Although the simple zoning patterns of some crystals may lead to the inference that the conditions at their margins have been relatively constant over time, this is actually not the case, and they may have undergone several compositional reversals at their rims before the last one that produced the normal zoning (see animation of boundary layer changes over time in Online supplementary Appendix 2). Complexly zoned crystals have also recorded a range of compositions over time and this is more completely expressed in the profiles, although still underestimates the variety of changes they have actually undergone. The types of zoning patterns we simulated are also found in basaltic andesitic rocks from magmas that have undergone mafic replenishment such as the Llaima (Chile) and Etna (Italy) volcanoes (e.g. Kahl et al. 2015; Ruth et al. 2018).
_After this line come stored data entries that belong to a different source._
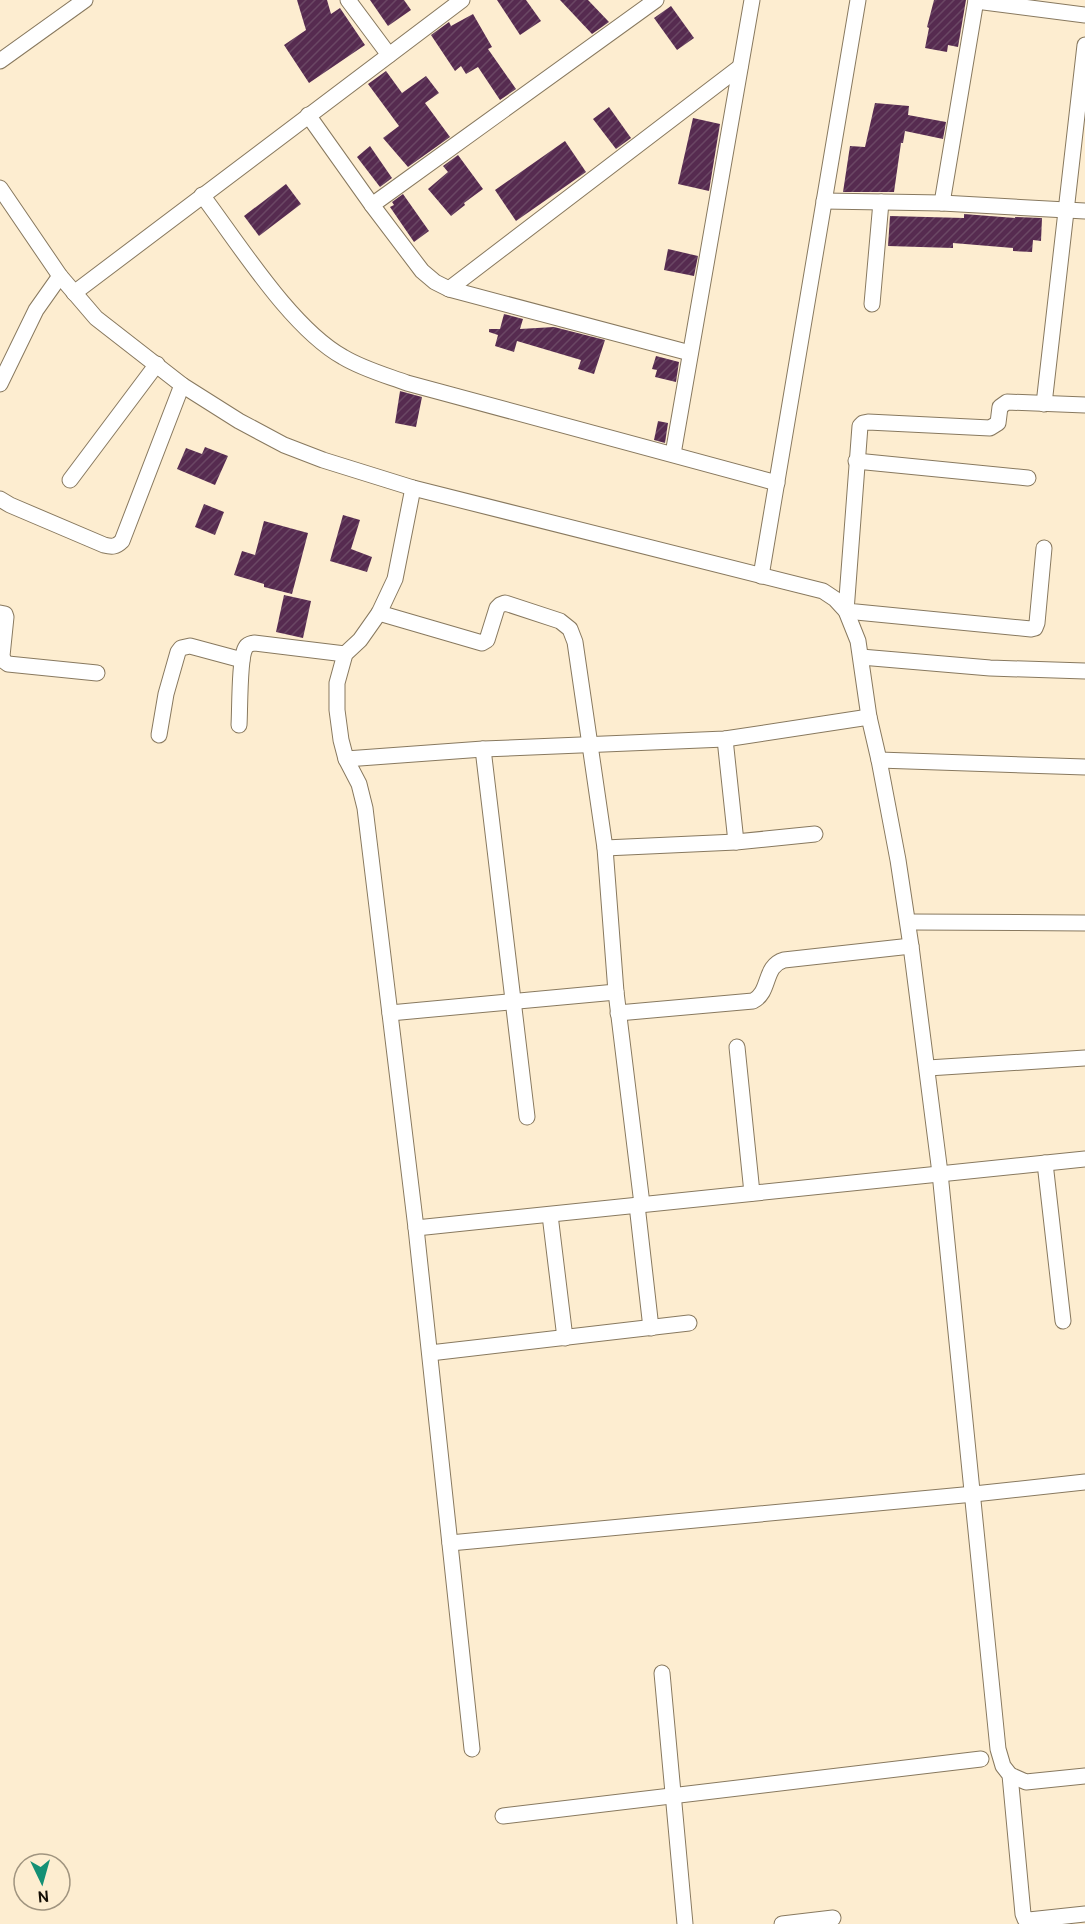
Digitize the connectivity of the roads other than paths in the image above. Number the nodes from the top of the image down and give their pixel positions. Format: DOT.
graph roads {
  1 [pos="85,0"];
  2 [pos="348,0"];
  3 [pos="462,0"];
  4 [pos="656,0"];
  5 [pos="752,0"];
  6 [pos="858,0"];
  7 [pos="976,1"];
  8 [pos="1085,15"];
  9 [pos="1085,45"];
  10 [pos="389,55"];
  11 [pos="0,61"];
  12 [pos="740,67"];
  13 [pos="308,116"];
  14 [pos="0,188"];
  15 [pos="202,195"];
  16 [pos="824,201"];
  17 [pos="880,202"];
  18 [pos="942,203"];
  19 [pos="372,205"];
  20 [pos="1067,209"];
  21 [pos="1085,211"];
  22 [pos="60,276"];
  23 [pos="448,289"];
  24 [pos="74,293"];
  25 [pos="872,304"];
  26 [pos="690,353"];
  27 [pos="157,364"];
  28 [pos="0,384"];
  29 [pos="182,385"];
  30 [pos="1044,404"];
  31 [pos="1085,405"];
  32 [pos="673,454"];
  33 [pos="856,461"];
  34 [pos="1028,478"];
  35 [pos="70,480"];
  36 [pos="777,483"];
  37 [pos="413,488"];
  38 [pos="0,499"];
  39 [pos="1044,548"];
  40 [pos="761,576"];
  41 [pos="846,611"];
  42 [pos="0,613"];
  43 [pos="379,613"];
  44 [pos="345,654"];
  45 [pos="861,657"];
  46 [pos="242,660"];
  47 [pos="1085,671"];
  48 [pos="96,673"];
  49 [pos="869,717"];
  50 [pos="239,725"];
  51 [pos="159,735"];
  52 [pos="725,739"];
  53 [pos="590,745"];
  54 [pos="483,749"];
  55 [pos="346,759"];
  56 [pos="879,760"];
  57 [pos="1085,767"];
  58 [pos="815,834"];
  59 [pos="736,842"];
  60 [pos="605,848"];
  61 [pos="911,922"];
  62 [pos="1085,923"];
  63 [pos="911,946"];
  64 [pos="616,992"];
  65 [pos="513,1001"];
  66 [pos="390,1013"];
  67 [pos="618,1013"];
  68 [pos="737,1047"];
  69 [pos="1085,1058"];
  70 [pos="928,1068"];
  71 [pos="527,1118"];
  72 [pos="1085,1159"];
  73 [pos="1045,1163"];
  74 [pos="940,1173"];
  75 [pos="752,1193"];
  76 [pos="640,1204"];
  77 [pos="550,1215"];
  78 [pos="416,1228"];
  79 [pos="1063,1321"];
  80 [pos="689,1323"];
  81 [pos="651,1328"];
  82 [pos="565,1338"];
  83 [pos="430,1353"];
  84 [pos="1085,1482"];
  85 [pos="974,1494"];
  86 [pos="450,1543"];
  87 [pos="662,1673"];
  88 [pos="472,1749"];
  89 [pos="981,1759"];
  90 [pos="1010,1775"];
  91 [pos="1085,1776"];
  92 [pos="673,1795"];
  93 [pos="503,1816"];
  94 [pos="1085,1914"];
  95 [pos="833,1918"];
  96 [pos="685,1924"];
  97 [pos="782,1924"];
  1 -- 11 [label="street"];
  2 -- 10 [label="street"];
  3 -- 10 [label="street"];
  4 -- 19 [label="street"];
  5 -- 12 [label="street"];
  6 -- 16 [label="street"];
  7 -- 8 [label="street"];
  7 -- 18 [label="street"];
  9 -- 20 [label="street"];
  10 -- 13 [label="street"];
  12 -- 23 [label="street"];
  12 -- 26 [label="street"];
  13 -- 15 [label="street"];
  13 -- 19 [label="street"];
  14 -- 22 [label="street"];
  15 -- 24 [label="street"];
  15 -- 32 [label="street"];
  16 -- 17 [label="street"];
  16 -- 36 [label="street"];
  17 -- 18 [label="street"];
  17 -- 25 [label="street"];
  18 -- 20 [label="street"];
  19 -- 23 [label="street"];
  20 -- 21 [label="street"];
  20 -- 30 [label="street"];
  22 -- 24 [label="street"];
  22 -- 28 [label="street"];
  23 -- 26 [label="street"];
  24 -- 27 [label="street"];
  26 -- 32 [label="street"];
  27 -- 29 [label="street"];
  27 -- 35 [label="street"];
  29 -- 37 [label="street"];
  29 -- 38 [label="street"];
  30 -- 31 [label="street"];
  30 -- 33 [label="street"];
  32 -- 36 [label="street"];
  33 -- 34 [label="street"];
  33 -- 41 [label="street"];
  36 -- 40 [label="street"];
  37 -- 40 [label="street"];
  37 -- 43 [label="street"];
  39 -- 41 [label="street"];
  40 -- 41 [label="street"];
  41 -- 45 [label="street"];
  42 -- 48 [label="street"];
  43 -- 44 [label="street"];
  43 -- 53 [label="street"];
  44 -- 46 [label="street"];
  44 -- 55 [label="street"];
  45 -- 47 [label="street"];
  45 -- 49 [label="street"];
  46 -- 50 [label="street"];
  46 -- 51 [label="street"];
  49 -- 52 [label="street"];
  49 -- 56 [label="street"];
  52 -- 53 [label="street"];
  52 -- 59 [label="street"];
  53 -- 54 [label="street"];
  53 -- 60 [label="street"];
  54 -- 55 [label="street"];
  54 -- 65 [label="street"];
  55 -- 66 [label="street"];
  56 -- 57 [label="street"];
  56 -- 63 [label="street"];
  58 -- 59 [label="street"];
  59 -- 60 [label="street"];
  60 -- 64 [label="street"];
  61 -- 62 [label="street"];
  63 -- 67 [label="street"];
  63 -- 70 [label="street"];
  64 -- 65 [label="street"];
  64 -- 67 [label="street"];
  65 -- 66 [label="street"];
  65 -- 71 [label="street"];
  66 -- 78 [label="street"];
  67 -- 76 [label="street"];
  68 -- 75 [label="street"];
  69 -- 70 [label="street"];
  70 -- 74 [label="street"];
  72 -- 73 [label="street"];
  73 -- 74 [label="street"];
  73 -- 79 [label="street"];
  74 -- 75 [label="street"];
  74 -- 85 [label="street"];
  75 -- 76 [label="street"];
  76 -- 77 [label="street"];
  76 -- 81 [label="street"];
  77 -- 78 [label="street"];
  77 -- 82 [label="street"];
  78 -- 83 [label="street"];
  80 -- 81 [label="street"];
  81 -- 82 [label="street"];
  82 -- 83 [label="street"];
  83 -- 86 [label="street"];
  84 -- 85 [label="street"];
  85 -- 86 [label="street"];
  85 -- 90 [label="street"];
  86 -- 88 [label="street"];
  87 -- 92 [label="street"];
  89 -- 92 [label="street"];
  90 -- 91 [label="street"];
  90 -- 94 [label="street"];
  92 -- 93 [label="street"];
  92 -- 96 [label="street"];
  95 -- 97 [label="street"];
}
The crystal zoning profiles of Fo we simulated have an associated forward time that is significantly shorter than the residence times (Fig. 4). This difference is mainly because different crystals feel the intrusion at different times. The relative error of the forward times (= 100 × forward time/[forward time − residence time]) is close to 100% for most crystals (about 80%) for a short residence time of 10 days, but as the residence time increases the error of forward times decreases, with about 50% of crystals having an error of < 30% for a residence time of 100 days. However, the spread of calculated forward times for a given residence time may also be influenced by the total duration of the intrusion.

Fig. 4
figure 4

Comparison of forward times and residence times. Because of the delay of the crystals experiencing the arrival of the beginning of the intrusion the forward times are shorter than the residence times (inset). This translates to relative errors of the forward time (= 100 × forward time/[forward time − residence time]) that are very large for short residence time (e.g. black line for residence time of 10 days) but decrease with residence time (e.g. red line for residence time of 100 days)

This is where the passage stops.